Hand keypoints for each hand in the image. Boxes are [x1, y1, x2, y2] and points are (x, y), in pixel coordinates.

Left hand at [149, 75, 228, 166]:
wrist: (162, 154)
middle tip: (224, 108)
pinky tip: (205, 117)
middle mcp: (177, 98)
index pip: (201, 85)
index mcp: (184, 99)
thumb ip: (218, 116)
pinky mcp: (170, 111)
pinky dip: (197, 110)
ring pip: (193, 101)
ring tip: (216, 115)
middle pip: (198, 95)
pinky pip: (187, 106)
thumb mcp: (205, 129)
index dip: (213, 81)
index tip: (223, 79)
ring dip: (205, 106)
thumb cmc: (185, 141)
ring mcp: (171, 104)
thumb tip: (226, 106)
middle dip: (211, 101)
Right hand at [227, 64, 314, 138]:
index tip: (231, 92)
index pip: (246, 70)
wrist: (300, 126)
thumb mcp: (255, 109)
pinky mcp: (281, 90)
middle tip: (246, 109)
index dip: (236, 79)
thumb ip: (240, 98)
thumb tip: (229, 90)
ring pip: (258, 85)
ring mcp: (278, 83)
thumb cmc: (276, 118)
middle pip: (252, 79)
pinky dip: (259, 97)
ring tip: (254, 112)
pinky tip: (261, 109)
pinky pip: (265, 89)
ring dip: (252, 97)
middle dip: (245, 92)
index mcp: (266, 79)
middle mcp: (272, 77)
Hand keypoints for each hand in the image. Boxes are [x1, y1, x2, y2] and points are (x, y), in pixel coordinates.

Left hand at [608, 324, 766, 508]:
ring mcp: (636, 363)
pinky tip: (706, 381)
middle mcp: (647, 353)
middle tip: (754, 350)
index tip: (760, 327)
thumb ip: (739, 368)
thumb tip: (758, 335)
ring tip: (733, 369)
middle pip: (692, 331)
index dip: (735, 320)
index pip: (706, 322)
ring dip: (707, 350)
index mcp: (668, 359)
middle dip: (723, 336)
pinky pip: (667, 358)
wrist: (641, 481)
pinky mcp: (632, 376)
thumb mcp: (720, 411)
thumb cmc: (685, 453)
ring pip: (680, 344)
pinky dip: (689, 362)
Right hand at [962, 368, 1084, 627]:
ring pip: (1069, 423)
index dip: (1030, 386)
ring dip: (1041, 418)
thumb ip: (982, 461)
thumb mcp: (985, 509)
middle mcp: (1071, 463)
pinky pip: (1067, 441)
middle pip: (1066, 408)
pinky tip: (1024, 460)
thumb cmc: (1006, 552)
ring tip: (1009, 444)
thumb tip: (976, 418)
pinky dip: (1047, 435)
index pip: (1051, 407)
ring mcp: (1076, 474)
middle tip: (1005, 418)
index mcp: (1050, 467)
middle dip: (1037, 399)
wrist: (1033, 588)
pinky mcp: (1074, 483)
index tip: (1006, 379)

> [Your instructions]: Using the records above, copy word for word the line with "index tip: (223, 79)", the line with "middle pip: (252, 79)", and every line between them.

> [Exercise output]:
index tip: (223, 79)
ring dip: (205, 106)
thumb cmc: (185, 141)
ring mcp: (171, 104)
thumb tip: (226, 106)
middle dip: (211, 101)
Right hand at [227, 64, 314, 138]:
index tip: (231, 92)
index pip: (246, 70)
wrist: (300, 126)
thumb mcp: (255, 109)
pinky mcp: (281, 90)
middle tip: (246, 109)
index dip: (236, 79)
thumb ip: (240, 98)
thumb tip: (229, 90)
ring pip: (258, 85)
ring mcp: (278, 83)
thumb cmc: (276, 118)
middle pip: (252, 79)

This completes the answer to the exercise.